Recently, the NAIC circulated for public comment two model insurance regulations – one relating to the individual market (both on and off exchanges) and the second relating to small group coverage. Each draft model proposes guidance on a range of important issues including rate setting, enrollment, non-discrimination, essential health benefits, levels of coverage and actuarial value, and rules relating to fair marketing.
So, after rare disease advocates voiced their concerns over the model insurance regulations – no action was taken. We are now concerned the regs will move forward as drafted and the “solution” will be a “drafting note” with concerns of commentators noted. Moreover, we are worried that the current NAIC drafts would erode one of the ACA’s most important consumer protections – the annual limit on out-of-pocket spending. Our ask is that individuals send their comments to each commissioner on the Committee.
Section 14(B) of the individual market model and section 15(B) of the small group model both would permit health insurers to exclude from the annual limit “benefits provided out-of-network.” This is inconsistent with statutory language (see ACA section 1302(c)), and may make out-of-pocket protection more or less illusory in light of well-documented concerns with narrow networks. Additionally, the NAIC’s language is broad enough that it could – in theory – be interpreted by plans to exclude benefits covered through an appeal or exception process. This would be a step backward from current practice.

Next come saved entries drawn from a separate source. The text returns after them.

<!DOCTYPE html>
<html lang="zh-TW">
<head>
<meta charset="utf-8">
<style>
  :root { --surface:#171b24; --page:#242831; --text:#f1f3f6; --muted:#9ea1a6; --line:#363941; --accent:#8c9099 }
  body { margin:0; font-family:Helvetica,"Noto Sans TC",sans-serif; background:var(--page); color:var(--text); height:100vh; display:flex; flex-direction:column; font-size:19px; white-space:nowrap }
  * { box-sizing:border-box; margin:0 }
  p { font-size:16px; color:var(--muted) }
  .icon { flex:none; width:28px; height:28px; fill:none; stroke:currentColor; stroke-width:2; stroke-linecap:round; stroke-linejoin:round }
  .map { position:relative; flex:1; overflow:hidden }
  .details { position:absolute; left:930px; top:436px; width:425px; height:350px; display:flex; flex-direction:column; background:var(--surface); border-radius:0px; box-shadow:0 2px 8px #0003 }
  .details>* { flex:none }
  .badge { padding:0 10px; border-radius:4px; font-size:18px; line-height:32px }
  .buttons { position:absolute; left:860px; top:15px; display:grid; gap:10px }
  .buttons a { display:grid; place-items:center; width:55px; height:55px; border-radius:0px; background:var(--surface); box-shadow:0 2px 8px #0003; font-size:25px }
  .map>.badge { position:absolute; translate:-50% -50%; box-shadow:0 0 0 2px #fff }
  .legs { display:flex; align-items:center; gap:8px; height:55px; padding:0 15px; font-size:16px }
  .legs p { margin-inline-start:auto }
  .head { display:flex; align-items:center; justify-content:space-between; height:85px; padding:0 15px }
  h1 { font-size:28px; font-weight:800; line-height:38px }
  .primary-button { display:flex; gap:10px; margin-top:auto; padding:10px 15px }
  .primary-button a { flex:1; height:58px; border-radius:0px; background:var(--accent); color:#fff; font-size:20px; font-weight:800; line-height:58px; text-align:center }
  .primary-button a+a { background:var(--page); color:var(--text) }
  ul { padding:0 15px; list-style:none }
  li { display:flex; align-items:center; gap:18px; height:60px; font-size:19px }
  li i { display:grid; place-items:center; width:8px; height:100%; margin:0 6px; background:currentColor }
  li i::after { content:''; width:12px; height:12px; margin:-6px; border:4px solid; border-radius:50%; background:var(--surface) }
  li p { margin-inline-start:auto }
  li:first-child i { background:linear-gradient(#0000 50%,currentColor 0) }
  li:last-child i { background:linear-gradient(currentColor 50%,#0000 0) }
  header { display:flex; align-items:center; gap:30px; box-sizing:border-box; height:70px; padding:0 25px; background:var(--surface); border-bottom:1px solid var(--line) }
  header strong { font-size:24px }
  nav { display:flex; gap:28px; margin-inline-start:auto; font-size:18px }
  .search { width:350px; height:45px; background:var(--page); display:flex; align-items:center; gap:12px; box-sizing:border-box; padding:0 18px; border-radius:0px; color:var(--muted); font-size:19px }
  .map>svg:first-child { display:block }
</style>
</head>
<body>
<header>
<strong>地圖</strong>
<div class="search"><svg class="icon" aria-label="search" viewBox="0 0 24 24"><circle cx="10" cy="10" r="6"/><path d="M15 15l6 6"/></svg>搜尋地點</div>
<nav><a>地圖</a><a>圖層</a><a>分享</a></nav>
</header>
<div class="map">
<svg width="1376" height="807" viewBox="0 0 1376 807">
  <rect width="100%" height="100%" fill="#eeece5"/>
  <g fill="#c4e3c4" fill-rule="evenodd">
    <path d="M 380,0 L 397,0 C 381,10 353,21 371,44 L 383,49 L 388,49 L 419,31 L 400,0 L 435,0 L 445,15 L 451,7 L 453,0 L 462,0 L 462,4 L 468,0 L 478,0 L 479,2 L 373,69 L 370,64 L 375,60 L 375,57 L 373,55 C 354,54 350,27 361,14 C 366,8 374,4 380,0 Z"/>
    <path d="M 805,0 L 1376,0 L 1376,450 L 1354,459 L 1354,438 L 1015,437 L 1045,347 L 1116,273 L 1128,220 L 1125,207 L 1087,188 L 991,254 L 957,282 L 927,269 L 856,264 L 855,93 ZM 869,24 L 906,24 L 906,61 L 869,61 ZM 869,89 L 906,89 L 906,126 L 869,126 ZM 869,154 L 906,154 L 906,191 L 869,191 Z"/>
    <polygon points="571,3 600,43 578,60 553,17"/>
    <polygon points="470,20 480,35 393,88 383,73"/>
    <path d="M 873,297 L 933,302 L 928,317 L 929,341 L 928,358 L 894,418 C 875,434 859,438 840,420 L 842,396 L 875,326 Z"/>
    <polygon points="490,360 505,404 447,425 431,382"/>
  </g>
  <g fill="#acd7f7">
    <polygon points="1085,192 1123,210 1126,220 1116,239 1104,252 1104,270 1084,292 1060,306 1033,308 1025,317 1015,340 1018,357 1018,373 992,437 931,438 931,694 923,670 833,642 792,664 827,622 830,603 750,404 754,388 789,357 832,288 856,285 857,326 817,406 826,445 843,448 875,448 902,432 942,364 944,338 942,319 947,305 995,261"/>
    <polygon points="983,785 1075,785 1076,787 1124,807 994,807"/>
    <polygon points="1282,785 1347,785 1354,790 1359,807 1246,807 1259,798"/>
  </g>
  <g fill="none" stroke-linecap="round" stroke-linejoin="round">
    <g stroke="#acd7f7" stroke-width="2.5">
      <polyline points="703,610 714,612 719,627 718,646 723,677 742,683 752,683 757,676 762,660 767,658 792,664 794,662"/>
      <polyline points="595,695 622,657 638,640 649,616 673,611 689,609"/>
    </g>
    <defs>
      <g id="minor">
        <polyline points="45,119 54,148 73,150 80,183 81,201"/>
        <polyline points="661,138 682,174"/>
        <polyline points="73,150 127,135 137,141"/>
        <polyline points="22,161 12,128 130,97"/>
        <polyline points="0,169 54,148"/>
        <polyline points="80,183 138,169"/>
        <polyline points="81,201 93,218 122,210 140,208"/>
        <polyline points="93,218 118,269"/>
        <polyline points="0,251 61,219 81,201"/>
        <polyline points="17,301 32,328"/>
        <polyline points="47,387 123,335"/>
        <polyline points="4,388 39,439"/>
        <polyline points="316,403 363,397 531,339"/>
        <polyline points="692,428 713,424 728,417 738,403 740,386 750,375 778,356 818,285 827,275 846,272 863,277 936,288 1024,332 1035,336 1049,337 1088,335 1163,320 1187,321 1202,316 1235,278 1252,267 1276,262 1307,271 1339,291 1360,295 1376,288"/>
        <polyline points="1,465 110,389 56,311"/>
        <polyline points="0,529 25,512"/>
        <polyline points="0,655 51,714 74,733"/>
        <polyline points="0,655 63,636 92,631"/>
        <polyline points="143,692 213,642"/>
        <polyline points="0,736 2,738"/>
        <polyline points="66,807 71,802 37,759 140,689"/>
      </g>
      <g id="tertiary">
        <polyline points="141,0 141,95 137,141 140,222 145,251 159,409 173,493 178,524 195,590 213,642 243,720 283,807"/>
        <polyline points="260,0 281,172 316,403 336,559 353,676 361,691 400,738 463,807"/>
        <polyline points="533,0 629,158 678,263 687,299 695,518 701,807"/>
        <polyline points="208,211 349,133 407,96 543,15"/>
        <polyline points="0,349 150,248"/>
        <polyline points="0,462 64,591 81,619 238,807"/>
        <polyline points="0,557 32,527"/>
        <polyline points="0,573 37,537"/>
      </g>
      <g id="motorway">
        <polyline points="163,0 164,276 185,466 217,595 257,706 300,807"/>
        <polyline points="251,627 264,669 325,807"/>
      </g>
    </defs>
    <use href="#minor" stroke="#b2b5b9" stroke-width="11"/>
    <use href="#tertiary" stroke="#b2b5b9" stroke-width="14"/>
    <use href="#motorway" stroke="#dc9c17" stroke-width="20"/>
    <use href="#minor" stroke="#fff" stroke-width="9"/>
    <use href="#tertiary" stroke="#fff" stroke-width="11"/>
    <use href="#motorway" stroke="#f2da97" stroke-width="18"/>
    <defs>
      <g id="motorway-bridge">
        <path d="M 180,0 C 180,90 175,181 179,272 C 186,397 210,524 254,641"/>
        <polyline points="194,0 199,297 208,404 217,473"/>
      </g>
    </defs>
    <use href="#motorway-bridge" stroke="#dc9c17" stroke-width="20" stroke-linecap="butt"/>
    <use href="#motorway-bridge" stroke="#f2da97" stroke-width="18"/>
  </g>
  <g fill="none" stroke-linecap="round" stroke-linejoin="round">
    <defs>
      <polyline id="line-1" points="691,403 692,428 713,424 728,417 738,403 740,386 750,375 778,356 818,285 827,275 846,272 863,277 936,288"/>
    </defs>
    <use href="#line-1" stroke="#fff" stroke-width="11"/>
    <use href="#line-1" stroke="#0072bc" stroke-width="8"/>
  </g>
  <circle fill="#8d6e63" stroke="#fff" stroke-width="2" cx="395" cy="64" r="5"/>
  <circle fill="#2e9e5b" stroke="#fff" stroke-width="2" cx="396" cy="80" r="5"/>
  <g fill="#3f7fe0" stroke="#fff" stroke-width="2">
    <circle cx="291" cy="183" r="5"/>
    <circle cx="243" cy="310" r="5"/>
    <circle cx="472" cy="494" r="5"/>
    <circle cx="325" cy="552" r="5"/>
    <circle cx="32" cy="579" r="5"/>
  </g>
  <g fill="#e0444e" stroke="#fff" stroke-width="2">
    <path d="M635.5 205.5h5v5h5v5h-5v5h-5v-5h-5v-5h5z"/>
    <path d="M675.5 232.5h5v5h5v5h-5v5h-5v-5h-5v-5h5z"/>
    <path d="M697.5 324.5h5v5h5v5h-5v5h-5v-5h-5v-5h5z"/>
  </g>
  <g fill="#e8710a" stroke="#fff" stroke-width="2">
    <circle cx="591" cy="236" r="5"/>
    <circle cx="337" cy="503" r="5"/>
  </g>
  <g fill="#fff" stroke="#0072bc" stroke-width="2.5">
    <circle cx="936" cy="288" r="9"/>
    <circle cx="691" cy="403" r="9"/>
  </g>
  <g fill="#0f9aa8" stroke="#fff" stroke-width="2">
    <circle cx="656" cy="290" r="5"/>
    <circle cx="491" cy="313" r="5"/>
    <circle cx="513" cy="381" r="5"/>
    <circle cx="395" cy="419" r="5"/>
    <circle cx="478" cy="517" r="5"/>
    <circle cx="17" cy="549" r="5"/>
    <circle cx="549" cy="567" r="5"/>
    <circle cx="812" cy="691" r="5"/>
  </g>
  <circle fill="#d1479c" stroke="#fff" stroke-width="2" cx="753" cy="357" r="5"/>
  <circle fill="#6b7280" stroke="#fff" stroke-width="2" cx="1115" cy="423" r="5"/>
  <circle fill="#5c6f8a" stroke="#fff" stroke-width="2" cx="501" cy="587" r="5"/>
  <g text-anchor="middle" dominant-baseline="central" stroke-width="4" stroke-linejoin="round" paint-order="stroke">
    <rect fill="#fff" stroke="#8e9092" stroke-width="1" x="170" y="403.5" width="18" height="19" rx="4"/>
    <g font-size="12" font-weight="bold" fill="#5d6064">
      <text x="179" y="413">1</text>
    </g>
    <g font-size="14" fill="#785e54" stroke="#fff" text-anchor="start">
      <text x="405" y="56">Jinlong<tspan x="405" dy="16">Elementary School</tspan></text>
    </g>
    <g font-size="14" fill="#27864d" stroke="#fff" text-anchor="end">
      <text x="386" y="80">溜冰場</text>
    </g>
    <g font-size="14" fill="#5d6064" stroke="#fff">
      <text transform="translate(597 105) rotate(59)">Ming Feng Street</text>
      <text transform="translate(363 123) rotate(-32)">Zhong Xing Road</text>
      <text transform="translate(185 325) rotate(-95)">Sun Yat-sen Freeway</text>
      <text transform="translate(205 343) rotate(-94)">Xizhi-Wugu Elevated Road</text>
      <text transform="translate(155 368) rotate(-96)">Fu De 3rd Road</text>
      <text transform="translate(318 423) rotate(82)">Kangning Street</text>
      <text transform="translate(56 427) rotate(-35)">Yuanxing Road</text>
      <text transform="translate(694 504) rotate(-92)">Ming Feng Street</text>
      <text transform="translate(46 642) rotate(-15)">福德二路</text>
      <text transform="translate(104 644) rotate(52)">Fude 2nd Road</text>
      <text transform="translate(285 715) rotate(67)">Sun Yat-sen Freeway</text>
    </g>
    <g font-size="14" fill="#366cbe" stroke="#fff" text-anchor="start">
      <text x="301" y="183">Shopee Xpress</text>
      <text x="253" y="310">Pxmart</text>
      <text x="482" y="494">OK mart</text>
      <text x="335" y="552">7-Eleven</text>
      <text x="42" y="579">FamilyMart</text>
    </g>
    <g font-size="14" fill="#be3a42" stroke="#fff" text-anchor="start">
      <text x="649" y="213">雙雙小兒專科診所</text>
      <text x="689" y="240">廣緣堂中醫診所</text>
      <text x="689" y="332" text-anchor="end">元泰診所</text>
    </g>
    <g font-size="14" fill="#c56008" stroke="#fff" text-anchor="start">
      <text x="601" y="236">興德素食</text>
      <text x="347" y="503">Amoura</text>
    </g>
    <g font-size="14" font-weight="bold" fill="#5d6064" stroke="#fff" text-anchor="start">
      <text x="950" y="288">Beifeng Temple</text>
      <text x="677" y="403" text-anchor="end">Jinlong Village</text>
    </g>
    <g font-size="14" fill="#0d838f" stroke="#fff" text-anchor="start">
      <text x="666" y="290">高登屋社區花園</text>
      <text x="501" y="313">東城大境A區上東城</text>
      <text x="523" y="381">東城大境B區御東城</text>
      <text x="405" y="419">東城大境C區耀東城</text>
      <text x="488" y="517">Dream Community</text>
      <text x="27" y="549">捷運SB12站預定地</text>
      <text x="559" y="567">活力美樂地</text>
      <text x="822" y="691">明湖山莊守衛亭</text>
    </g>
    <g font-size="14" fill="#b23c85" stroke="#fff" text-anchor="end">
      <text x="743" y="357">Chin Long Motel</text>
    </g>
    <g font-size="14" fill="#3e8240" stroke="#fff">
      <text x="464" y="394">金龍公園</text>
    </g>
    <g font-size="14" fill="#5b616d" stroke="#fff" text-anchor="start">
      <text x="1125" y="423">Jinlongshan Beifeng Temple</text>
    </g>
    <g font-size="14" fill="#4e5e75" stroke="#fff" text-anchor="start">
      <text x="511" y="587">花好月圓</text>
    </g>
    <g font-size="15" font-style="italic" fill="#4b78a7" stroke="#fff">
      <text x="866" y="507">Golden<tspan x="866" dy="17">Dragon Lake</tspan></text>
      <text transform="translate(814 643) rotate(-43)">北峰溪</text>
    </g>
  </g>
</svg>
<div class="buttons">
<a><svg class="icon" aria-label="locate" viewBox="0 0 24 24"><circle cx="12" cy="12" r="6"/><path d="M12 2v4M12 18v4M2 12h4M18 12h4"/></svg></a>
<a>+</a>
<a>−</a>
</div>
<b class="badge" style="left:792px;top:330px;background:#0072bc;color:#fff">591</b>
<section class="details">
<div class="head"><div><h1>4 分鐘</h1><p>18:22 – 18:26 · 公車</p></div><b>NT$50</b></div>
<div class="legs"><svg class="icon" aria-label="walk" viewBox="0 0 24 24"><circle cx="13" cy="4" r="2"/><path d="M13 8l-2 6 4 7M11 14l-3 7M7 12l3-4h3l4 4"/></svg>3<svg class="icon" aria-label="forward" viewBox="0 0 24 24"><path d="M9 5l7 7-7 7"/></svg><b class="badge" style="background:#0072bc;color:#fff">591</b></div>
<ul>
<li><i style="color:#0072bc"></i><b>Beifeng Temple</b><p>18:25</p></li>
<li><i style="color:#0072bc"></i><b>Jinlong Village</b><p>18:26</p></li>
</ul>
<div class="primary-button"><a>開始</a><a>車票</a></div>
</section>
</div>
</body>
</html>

Comments on the draft models are to be submitted to the commissioners listed on this Spreadsheet: NAIC Commissioner Address LIst
A sample email is included below for your use.
SAMPLE EMAIL DRAFT:
Dear (insert Commissioner name)
We am writing to express concern with two model insurance regulations circulated for public comment on September 30, 2014. The regulations relate to the individual market and small group coverage.
Of great concern to us is section 14(B) of the individual market model and section 15(B) of the small group model both would permit health insurers to exclude from the annual limit “benefits provided out-of-network.” This is inconsistent with statutory language (see ACA section 1302(c)), and may make out-of-pocket protection more or less illusory in light of well-documented concerns with narrow networks. Moreover, the NAIC’s language is broad enough that it could – in theory – be interpreted by plans to excluded benefits covered through an appeal or exception process. This would be a step backward from current practice.
It is our understanding that NAIC is also working on a new network adequacy model law designed to protect consumers’ access to providers and services while still offering flexibility for health plans and regulators. This issue is so important that Commissioner Monica Lindeen of Montana (Chair-elect of the NAIC), testified before Congress in June 2014 that “the primary objective of network adequacy regulation . . . is to ensure that if an insurer requires enrollees to receive benefits from in-network providers, or provides financial incentives to do so, the network is capable of providing those benefits to enrollees when needed.” For rare disease patients in particular, this is crucial.
We urge the NAIC to continue to work with the many patient groups and other interested parties who have expressed concern about the treatment of cost sharing for out-of-network benefits in these Models. A number of substantive recommendations have been made, and we hope that the task force will take the time necessary to fully discuss and consider how this issue is addressed in the Models to ensure that sufficient protections are in place for consumers who must access out of network benefits. Rare disease patients in particular often must seek care out-of-network for a variety of reasons, often neither desired of voluntary.
Finally, we note that the NAIC network adequacy model is being amended currently, as well. All of these models should work hand in hand to ensure consumers have sufficient protections both in and out of network. To that end, before finalizing the Individual and Small Group Market Models, we urge the task force to work with the network adequacy task force to ensure adequate network protections are in place. Network adequacy and out-of-pocket protection are both critical in ensuring rare disease patients have appropriate access to necessary care.
For more background Information:
The National Association of Insurance Commissioners (NAIC) is a standard-setting and regulatory support organization created and governed by chief insurance regulators from all 50 states, D.C., and five U.S. territories. State regulators work through NAIC to establish standards and best practices, and to coordinate regulatory oversight (e.g., through the adoption of Model Laws and Regulations). Following enactment of the ACA, the NAIC undertook a number of work streams to build, enhance or clarify state-based regulation of health insurance.